Data to use:
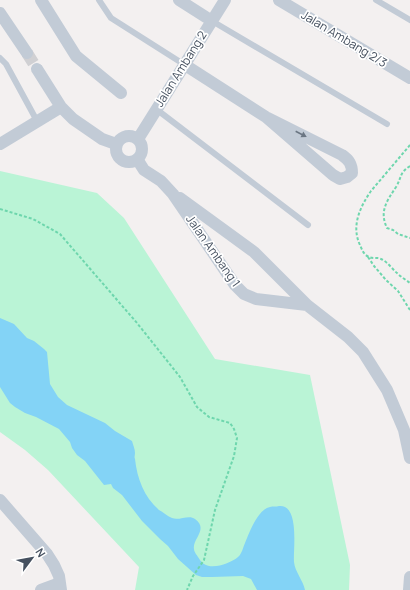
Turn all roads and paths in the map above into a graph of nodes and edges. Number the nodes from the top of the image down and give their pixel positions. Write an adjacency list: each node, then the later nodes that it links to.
1 (41, 0): 15 (street)
2 (99, 0): 12 (lane)
3 (179, 0): 9 (street)
4 (225, 0): 9 (street, Jalan Ambang 2)
5 (279, 0): 14 (street, Jalan Ambang 2/3)
6 (376, 0): 8 (lane)
7 (0, 13): 10 (street)
8 (410, 20)
9 (212, 21): 12 (street, Jalan Ambang 2); 20 (lane)
10 (27, 53)
11 (0, 58): 19 (lane)
12 (185, 65): 17 (street, Jalan Ambang 2); 18 (street)
13 (37, 69): 16 (street)
14 (410, 78)
15 (122, 93)
16 (61, 107): 19 (street); 23 (street)
17 (156, 109): 21 (street, Jalan Ambang 2); 29 (lane)
18 (266, 117): 18 (street, one-way to 18)
19 (37, 121): 22 (street)
20 (387, 124)
21 (138, 139): 23 (street); 25 (street)
22 (0, 144)
23 (116, 144): 25 (street)
24 (410, 145): 31 (path)
25 (137, 159): 27 (street, Jalan Ambang 1)
26 (410, 166): 30 (path)
27 (173, 194): 33 (street, Jalan Ambang 1); 33 (street, Jalan Ambang 1)
28 (0, 209): 40 (path)
29 (308, 225)
30 (410, 238)
31 (367, 255): 32 (path); 34 (path)
32 (410, 282)
33 (307, 305): 35 (street, Jalan Ambang 1)
34 (410, 310)
35 (410, 458)
36 (0, 500): 38 (street)
37 (410, 576): 41 (street)
38 (61, 586): 39 (street)
39 (41, 590)
40 (187, 590)
41 (409, 590)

Task objective: The answer must be every line from the records above that contains "Ambang".

Response to this exercise:
4 (225, 0): 9 (street, Jalan Ambang 2)
5 (279, 0): 14 (street, Jalan Ambang 2/3)
9 (212, 21): 12 (street, Jalan Ambang 2); 20 (lane)
12 (185, 65): 17 (street, Jalan Ambang 2); 18 (street)
17 (156, 109): 21 (street, Jalan Ambang 2); 29 (lane)
25 (137, 159): 27 (street, Jalan Ambang 1)
27 (173, 194): 33 (street, Jalan Ambang 1); 33 (street, Jalan Ambang 1)
33 (307, 305): 35 (street, Jalan Ambang 1)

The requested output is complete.